David Fowler (born 1958) is an American politician and a former member of the Tennessee Senate for the 11th district, which comprises part of Hamilton County.

==Early life==
David Fowler was born on June 30, 1958, in Fort Oglethorpe, Georgia. He grew up in Chattanooga, Tennessee. He graduated from the University of Tennessee at Chattanooga with a B.S. in 1980, and with a J.D. from University of Cincinnati College of Law in 1983.

==Career==
Fowler practiced law in Cincinnati, Ohio, and Chattanooga, Tennessee. taught Law and Government at Bryan College for four years.

Fowler was a Republican member of the Tennessee State Senate from the 99th Tennessee General Assembly until the 104th, representing Signal Mountain, Tennessee.

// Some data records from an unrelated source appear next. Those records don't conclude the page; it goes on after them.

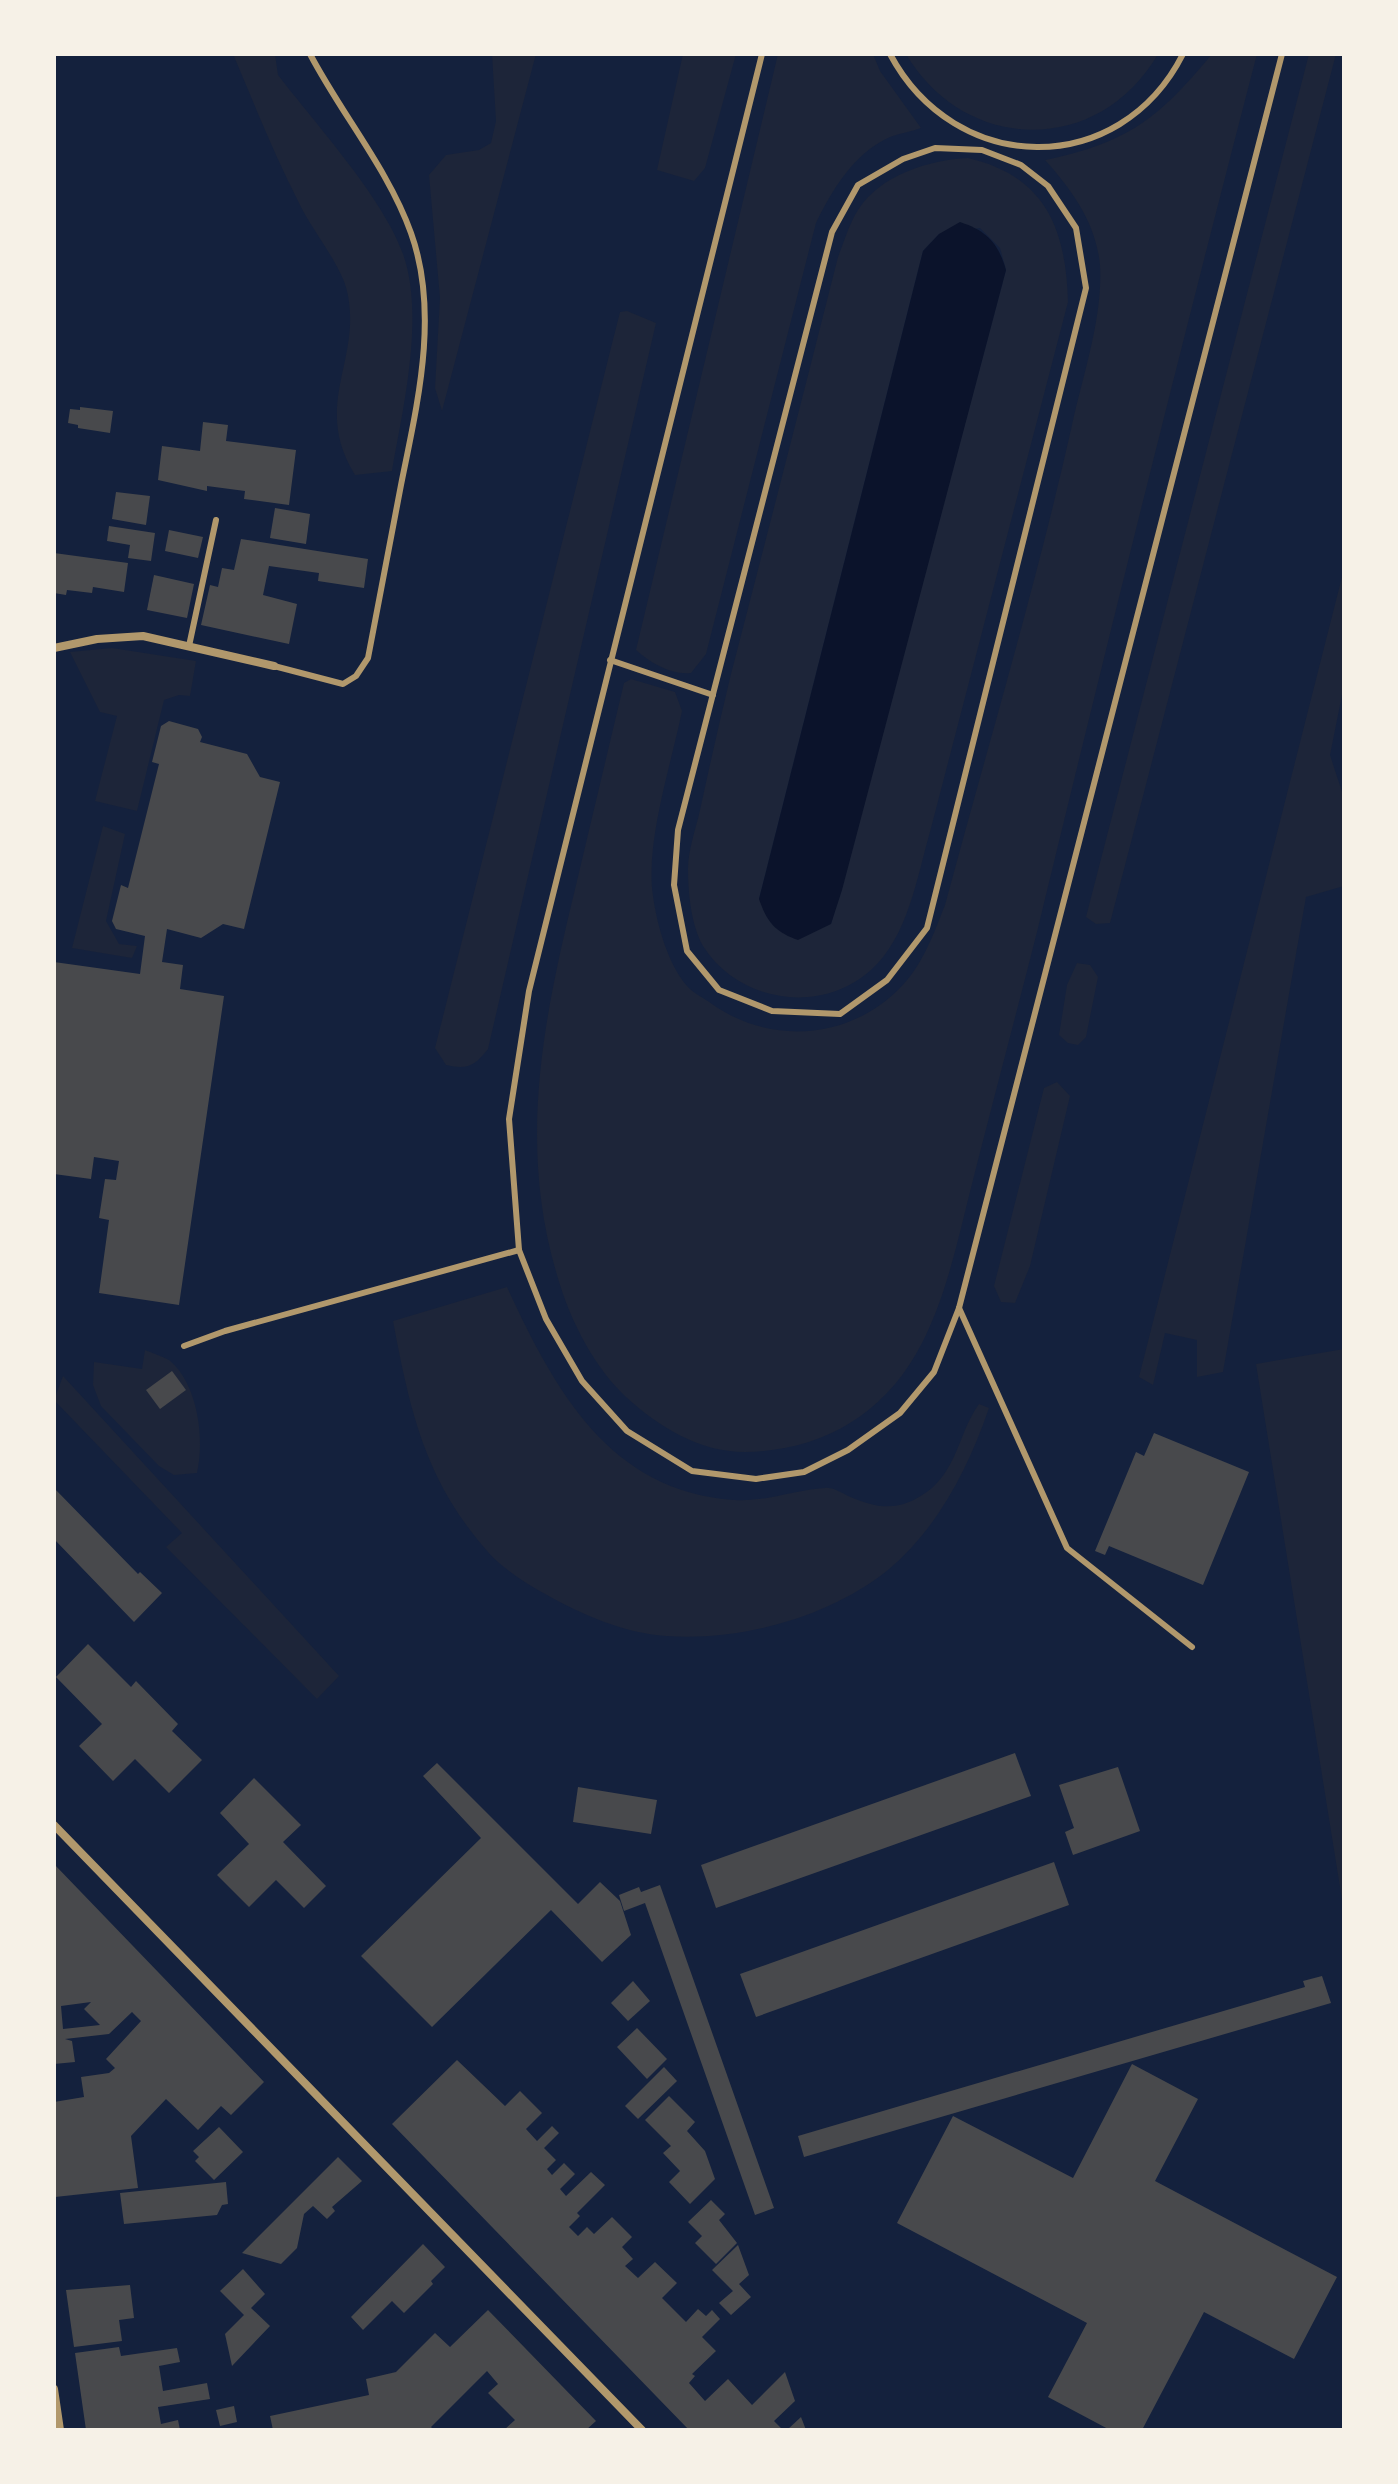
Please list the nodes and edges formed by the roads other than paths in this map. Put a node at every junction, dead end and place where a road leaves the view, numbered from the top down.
1 (310, 54) edge
2 (762, 54) edge
3 (890, 54) edge
4 (1183, 54) edge
5 (1282, 54) edge
6 (216, 520) dead end
7 (189, 646) junction
8 (54, 648) edge
9 (610, 660) junction
10 (274, 666) joint
11 (713, 695) junction
12 (519, 1250) junction
13 (959, 1308) junction
14 (184, 1346) dead end
15 (1192, 1647) dead end
16 (54, 1825) edge
17 (54, 2389) edge
18 (60, 2430) edge
19 (642, 2430) edge

1 - 10 lane
2 - 9 lane
3 - 4 lane
5 - 13 lane
6 - 7 lane
7 - 8 street
7 - 10 street
9 - 11 lane
9 - 12 lane
11 - 11 lane
12 - 13 lane
12 - 14 lane
13 - 15 lane
16 - 19 street
17 - 18 street

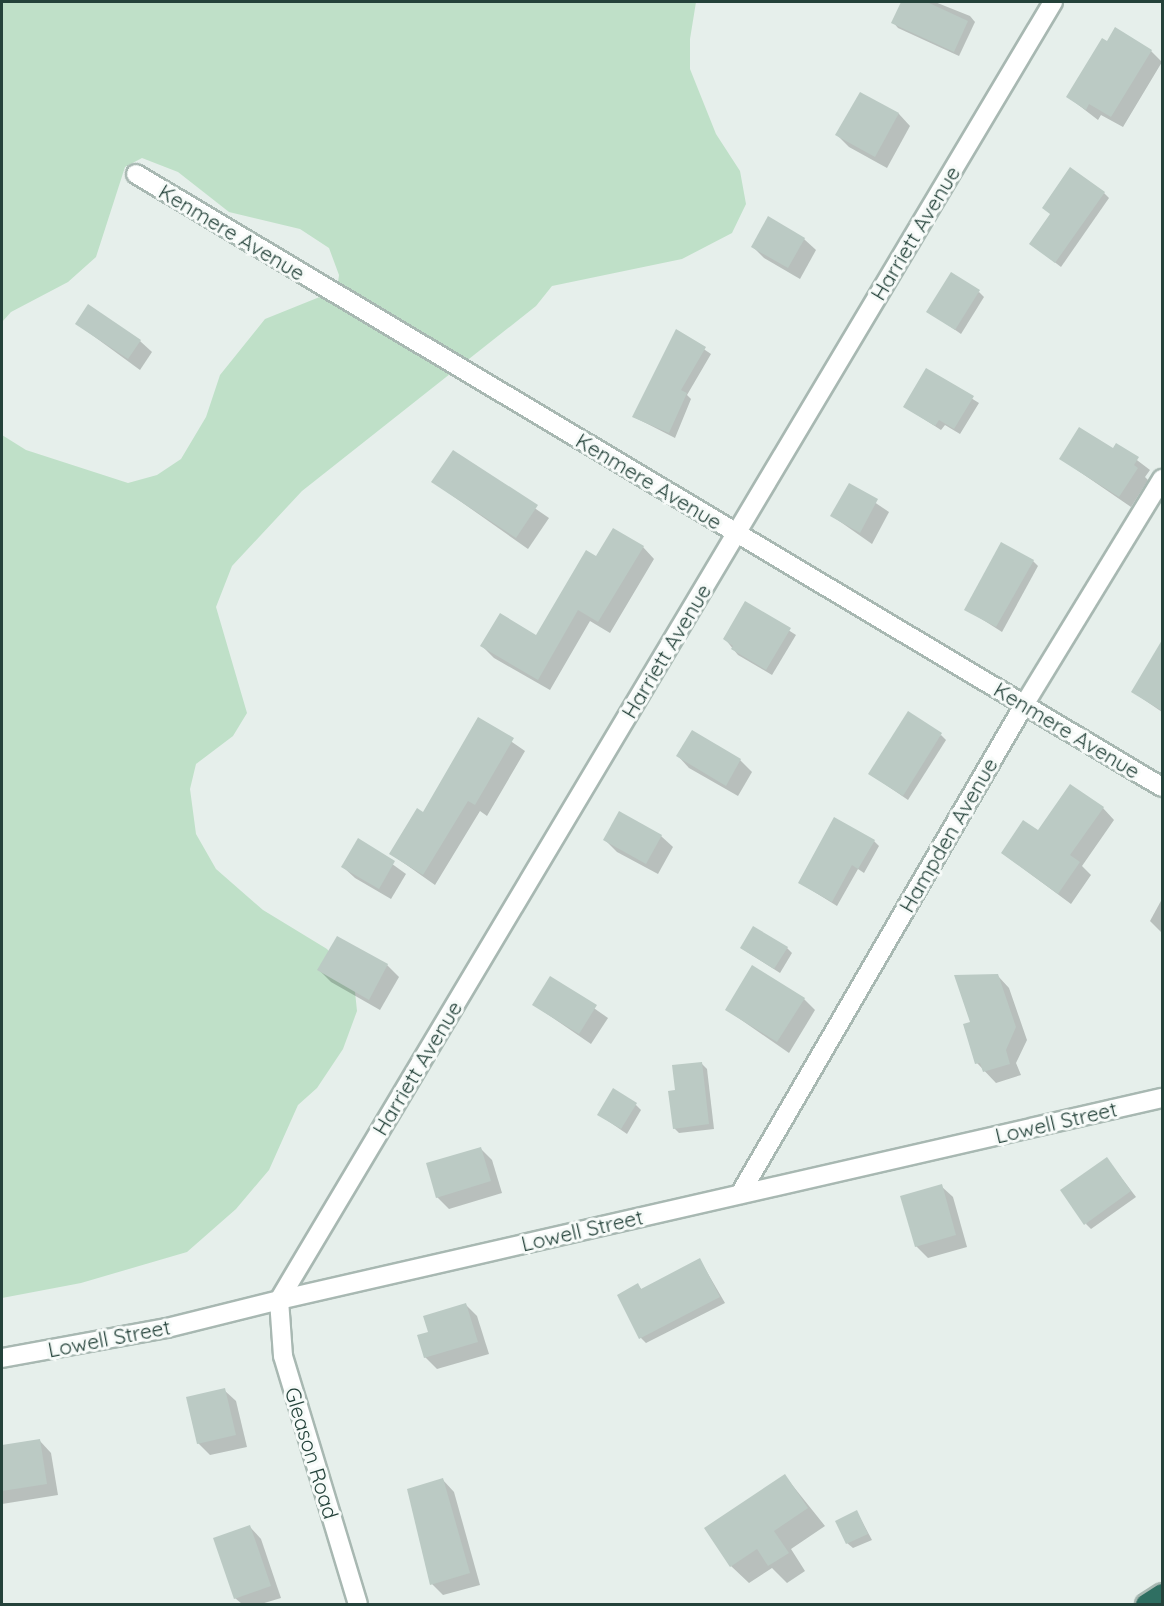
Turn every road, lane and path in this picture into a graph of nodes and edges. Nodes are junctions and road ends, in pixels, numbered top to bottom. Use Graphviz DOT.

Fowler is the president of the Family Action Council of Tennessee (FACT), an organization associated with the Focus on the Family. Upon retiring as state senator in 2006, he donated US$20,000 to FACT. A decade later, in 2016, Fowler staged a rally outside the Tennessee State Capitol in favor of an anti-transgender bathroom bill.

==Personal life==
Fowler is married, and he has a child. He lives in Nashville, Tennessee.

== Controversy ==
In 2018 bill banning 'child brides' is scuttled in Tennessee House after Fowler objects.